It’s almost an annual ritual when it comes to ocean shipping. Times get rocky and stock prices plummet, then the bulls in the marketplace assure people this is the exact time to invest in the industry. Well, that’s precisely what’s happening today.
But remember, this pattern has repeated many times before over the last decade. People make these bull pitches which all can be reduced down to the concept of ‘buy low, sell high.’ This pitch which was also a popular call right after the 2008-2009 financial crisis. Then the falling rates were due to the decline in the global financial system, not necessarily the world economy. People speculated that because of this shipping would rebound into the popular “V” pattern.
A couple years later the idea was that vessel asset values were low when compared with the 10-year trailing average. Consequently, people theorized that they’d revert to the mean, yanking stock prices back up with them.
And still after that, the ‘bull’ argument was that ‘eco ships’ constructed to be more fuel efficient would yield higher returns for those that purchased them. And, finally, when dry bulk markets were absolutely horrid, the ‘bull’ pitch was that the market was so dreadful that it was actually good.

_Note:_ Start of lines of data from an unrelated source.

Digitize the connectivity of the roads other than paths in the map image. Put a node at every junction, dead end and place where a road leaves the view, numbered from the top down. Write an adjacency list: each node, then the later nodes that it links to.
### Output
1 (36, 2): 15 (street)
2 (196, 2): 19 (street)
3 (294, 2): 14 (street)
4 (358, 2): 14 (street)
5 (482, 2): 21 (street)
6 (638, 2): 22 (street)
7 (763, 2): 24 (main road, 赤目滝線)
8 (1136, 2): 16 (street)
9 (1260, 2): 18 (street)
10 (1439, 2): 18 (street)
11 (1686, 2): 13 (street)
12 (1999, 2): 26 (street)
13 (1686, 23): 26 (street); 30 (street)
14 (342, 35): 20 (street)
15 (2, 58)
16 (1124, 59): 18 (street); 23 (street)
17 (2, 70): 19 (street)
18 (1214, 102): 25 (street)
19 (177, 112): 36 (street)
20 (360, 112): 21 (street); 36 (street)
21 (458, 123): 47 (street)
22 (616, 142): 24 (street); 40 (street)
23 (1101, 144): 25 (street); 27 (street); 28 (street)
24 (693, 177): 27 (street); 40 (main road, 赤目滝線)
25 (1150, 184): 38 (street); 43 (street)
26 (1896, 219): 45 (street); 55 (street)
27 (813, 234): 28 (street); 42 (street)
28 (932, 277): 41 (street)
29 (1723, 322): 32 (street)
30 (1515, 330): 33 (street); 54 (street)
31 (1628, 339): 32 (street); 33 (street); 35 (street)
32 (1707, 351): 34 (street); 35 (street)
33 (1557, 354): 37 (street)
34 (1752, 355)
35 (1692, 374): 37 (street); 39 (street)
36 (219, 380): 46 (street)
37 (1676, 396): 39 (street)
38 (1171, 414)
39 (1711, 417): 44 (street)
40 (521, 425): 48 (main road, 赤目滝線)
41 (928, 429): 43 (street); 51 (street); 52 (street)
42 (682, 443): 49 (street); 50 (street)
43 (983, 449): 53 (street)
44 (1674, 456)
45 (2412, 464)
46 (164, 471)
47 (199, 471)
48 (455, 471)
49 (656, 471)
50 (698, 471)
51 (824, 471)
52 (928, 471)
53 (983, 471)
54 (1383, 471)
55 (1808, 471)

And now here we are again…
The Bull argument in 2019
Currently, the bull belief is that rates are quite removed from their lows and have grown all year to this point. In fact, with the 2020 fuel sulfur cap rules set to lift them even higher at the same time stock prices remain steadfastly unconnected to the much healthier fundamentals. Bull theorist argue this disconnect is bound to cease soon.
Joakim Hannisdahl, head of research at Oslo-based Cleaves Securities, echoes these optimistic theories. “The tide has turned. Market sentiment could not ignore the strong fundamentals forever. We see significant upside in all shipping segments.” This positive assessment comes from Hannisdahl’s newly released quarterly outlook.
Hannisdahl’s optimism is most bullish on tanker owners. “The segment is our top pick, with an expected 143 percent jump in our oil tanker share index by the third quarter of 2020,” he wrote in his outlook.
As far as dry bulk is concerned, Hannisdahl sees “one of the longest cyclical expansions since the 1740s.” In particular, he predicts that Cleaves’ dry bulk share index will leap beyond beyond 47 percent in the coming year.
Hannisdahl also believes gas shipping is bound for a rise. In the liquefied petroleum gas sector, he figures Cleaves three covered stocks will surge 80 percent in the coming year. In the liquefied natural gas market, he sees a jump of potentially 40 percent.
So what do you all think? Are the experts right about a coming bull market in ocean shipping?